So I finally landed at Mohawk Correctional Facility (State Prison). I'd appreciate it if anyone would like to talk with me, add me on JPAY Messenger. My DIN number is 24R2112. If anyone has questions as to how it works feel free to ask. I would truly appreciate any outside contact I can get. I'm truly trying my best to hold myself together, but in all honesty, it's not easy. I have always been the person people came to when they needed help and now that I'm in this situation I don't have many people to turn to. So if you're reading this and can think of a time where I offered you a helping hand please feel free to return the favor.

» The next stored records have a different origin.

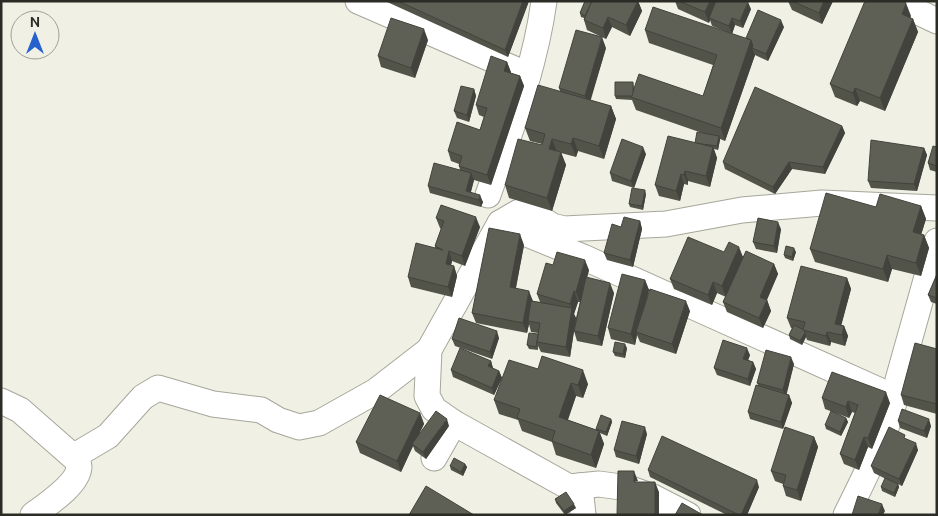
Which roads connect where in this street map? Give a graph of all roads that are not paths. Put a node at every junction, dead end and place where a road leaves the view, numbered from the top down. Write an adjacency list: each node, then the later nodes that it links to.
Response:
1 (358, 1): 5 (street)
2 (544, 1): 5 (street)
3 (895, 1): 4 (street)
4 (937, 22)
5 (528, 75): 6 (street)
6 (488, 195)
7 (937, 208): 8 (street)
8 (500, 223): 10 (street); 11 (street)
9 (937, 241): 11 (street)
10 (428, 350): 13 (street); 15 (street)
11 (896, 398): 20 (street)
12 (1, 401): 15 (street)
13 (454, 423): 14 (street); 16 (street)
14 (434, 458)
15 (77, 460): 17 (street)
16 (580, 486): 18 (street); 19 (street)
17 (33, 515)
18 (583, 515)
19 (688, 515)
20 (846, 515)

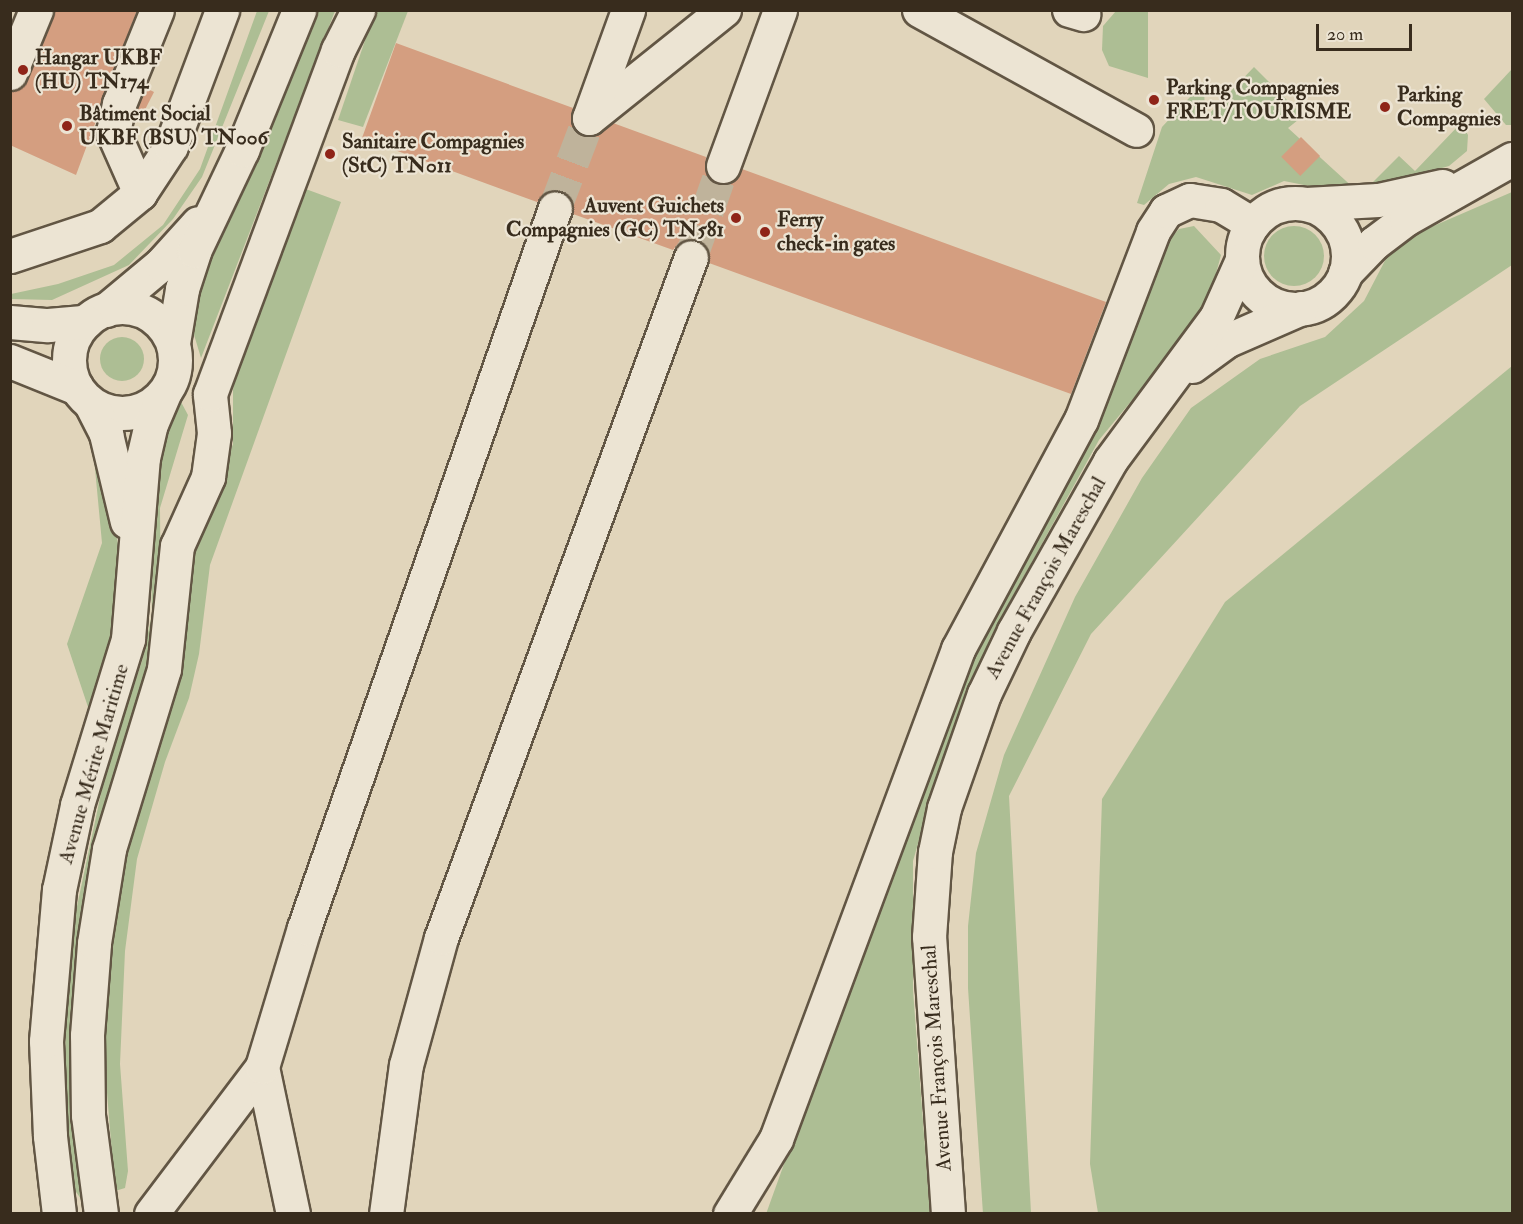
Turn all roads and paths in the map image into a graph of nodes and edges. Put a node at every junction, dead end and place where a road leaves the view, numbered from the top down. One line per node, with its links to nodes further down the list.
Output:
1 (36, 10): 10 (street)
2 (157, 10): 15 (street)
3 (222, 10): 15 (street)
4 (299, 10): 16 (street)
5 (358, 10): 31 (street)
6 (628, 10): 7 (street)
7 (724, 10)
8 (780, 10): 13 (street)
9 (919, 10): 11 (street)
10 (10, 73)
11 (1136, 130)
12 (1512, 159): 14 (street)
13 (723, 166)
14 (1473, 178): 17 (street); 23 (street)
15 (140, 193): 20 (street)
16 (218, 199): 25 (street); 27 (street)
17 (1304, 204): 19 (street); 23 (street)
18 (555, 208): 34 (street)
19 (1253, 224): 22 (street); 40 (street)
20 (10, 256)
21 (691, 256): 39 (street)
22 (1242, 260): 24 (street); 30 (street, Avenue François Mareschal)
23 (1345, 273): 24 (street)
24 (1301, 308): 30 (street, Avenue François Mareschal)
25 (96, 316): 26 (street); 27 (street); 32 (street)
26 (10, 322)
27 (172, 343): 29 (street)
28 (10, 361): 32 (street)
29 (168, 386): 31 (street); 32 (street); 33 (street, Avenue Mérite Maritime)
30 (1167, 386): 41 (street, Avenue François Mareschal)
31 (210, 394): 36 (street)
32 (84, 396): 33 (street, Avenue Mérite Maritime)
33 (135, 566): 35 (street, Avenue Mérite Maritime)
34 (262, 1067): 37 (street); 38 (street)
35 (59, 1214)
36 (101, 1214)
37 (151, 1214)
38 (293, 1214)
39 (386, 1214)
40 (730, 1214)
41 (948, 1214)

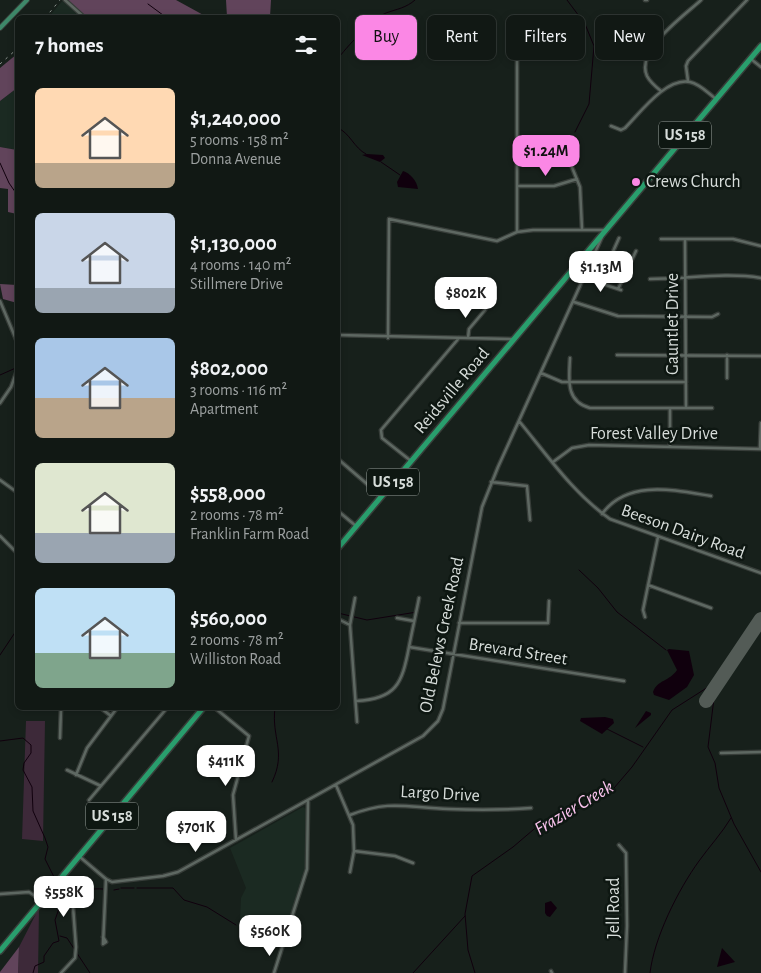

At the moment my Mother is the only outside contact I have and it would mean the world to me to be able to talk to you also. My days are filled with struggle after struggle, and at this point in time, I really just need some positivity in my life. If any of you have been waiting for a letter from me please know that I fully intend on writing to you. I just need to wait until I can get some stamps as this facility does not let us mail out free envelopes like the last reception facility I was in.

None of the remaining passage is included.